The problem
Read through the entries below and return each line with the word "Homi".

Records provided
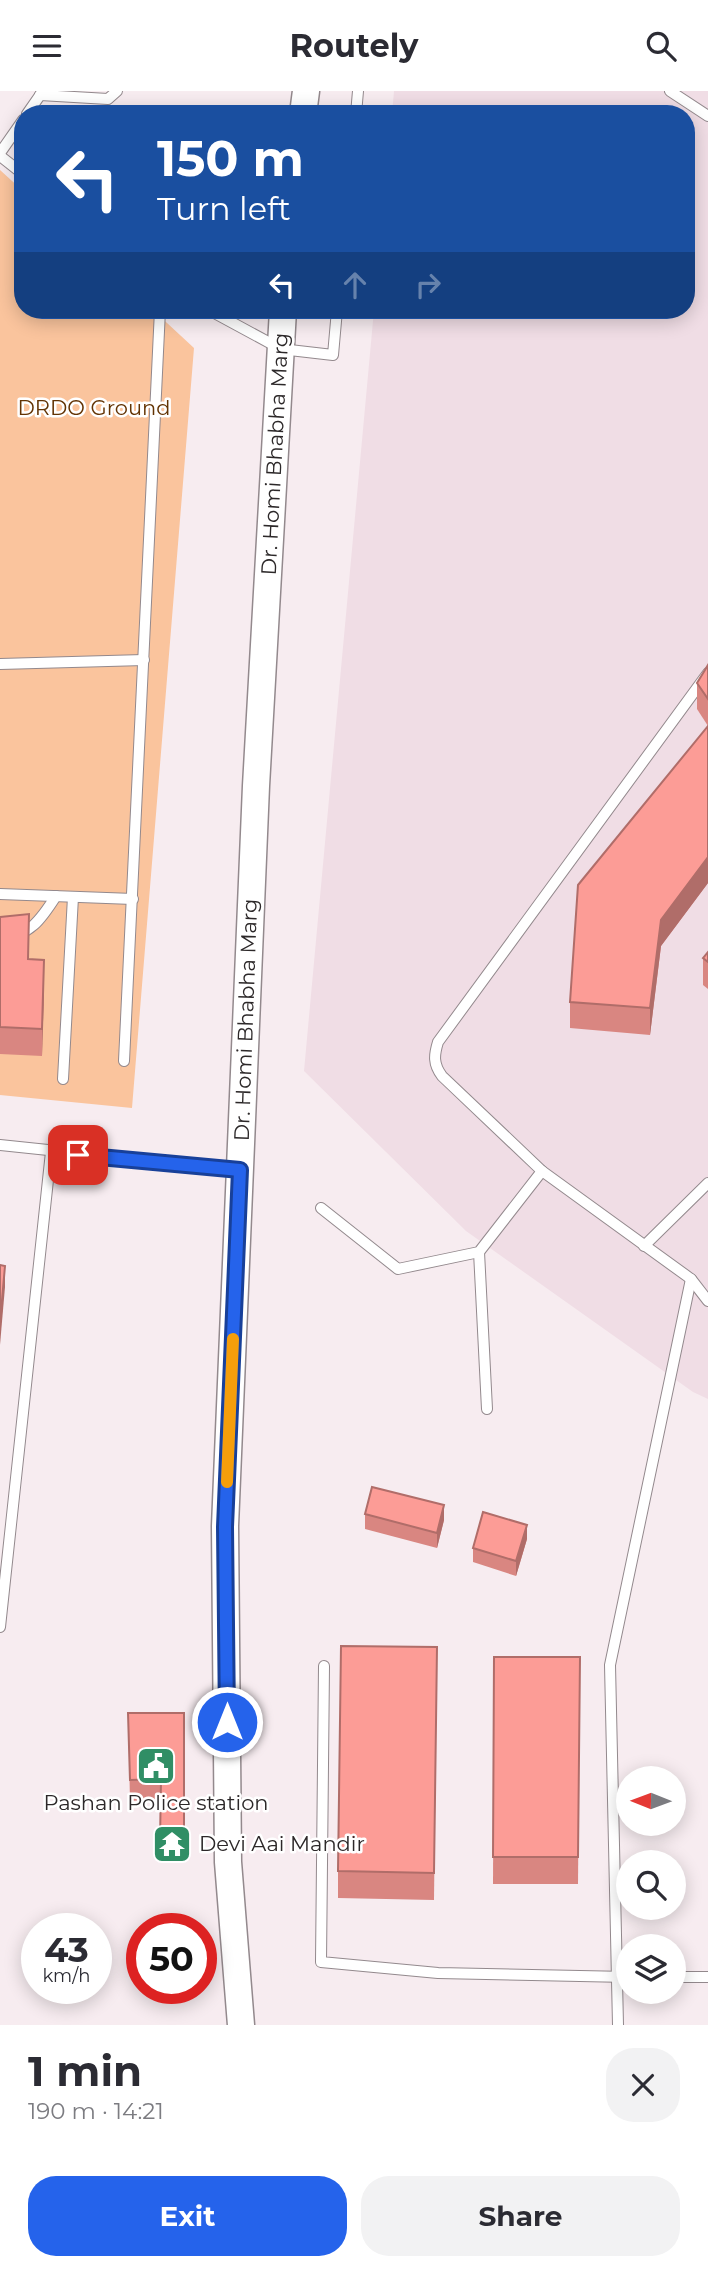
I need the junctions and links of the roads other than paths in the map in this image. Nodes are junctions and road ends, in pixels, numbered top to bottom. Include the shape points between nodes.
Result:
1 (117, 91) edge
2 (670, 91) edge
3 (42, 93) edge
4 (691, 105) edge
5 (14, 134) edge
6 (0, 155) edge
7 (14, 167) edge
8 (160, 319) edge
9 (226, 319) edge
10 (283, 319) edge
11 (336, 319) edge
12 (281, 349) junction
13 (144, 660) junction
14 (0, 664) edge
15 (708, 673) edge
16 (0, 894) edge
17 (56, 896) junction
18 (73, 897) junction
19 (133, 899) junction
20 (0, 937) edge
21 (124, 1061) dead end
22 (63, 1079) dead end
23 (0, 1145) edge
24 (51, 1152) junction
25 (240, 1170) junction
26 (542, 1171) junction
27 (708, 1184) edge
28 (321, 1208) dead end
29 (644, 1246) junction
30 (479, 1252) junction
31 (691, 1279) junction
32 (708, 1301) edge
33 (486, 1409) dead end
34 (0, 1627) edge
35 (324, 1666) dead end
36 (621, 1934) edge
37 (616, 1977) edge
38 (686, 1977) edge
39 (708, 1977) edge
40 (620, 2004) edge
41 (241, 2025) edge
42 (618, 2025) edge

1 - 3 lane via 108,99
2 - 4 lane
5 - 6 lane
6 - 7 lane
8 - 13 lane
9 - 12 lane
10 - 12 main road, Dr. Homi Bhabha Marg
11 - 12 lane via 333,355
12 - 25 main road, Dr. Homi Bhabha Marg
13 - 14 lane
13 - 19 lane
15 - 26 lane via 438,1042 434,1060 442,1076
16 - 17 lane
17 - 18 lane
17 - 20 lane via 38,924 10,938
18 - 19 lane
18 - 22 lane
19 - 21 lane
23 - 24 lane
24 - 25 lane
24 - 34 lane
25 - 41 main road, Dr. Homi Bhabha Marg via 225,1527 228,1862
26 - 29 lane
26 - 30 lane
27 - 29 lane
28 - 30 lane via 398,1269
29 - 31 lane
30 - 33 lane
31 - 32 lane
31 - 36 lane via 610,1665
35 - 37 lane via 321,1962 438,1973
38 - 39 lane
40 - 42 lane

Solution to this exercise
10 - 12 main road, Dr. Homi Bhabha Marg
12 - 25 main road, Dr. Homi Bhabha Marg
25 - 41 main road, Dr. Homi Bhabha Marg via 225,1527 228,1862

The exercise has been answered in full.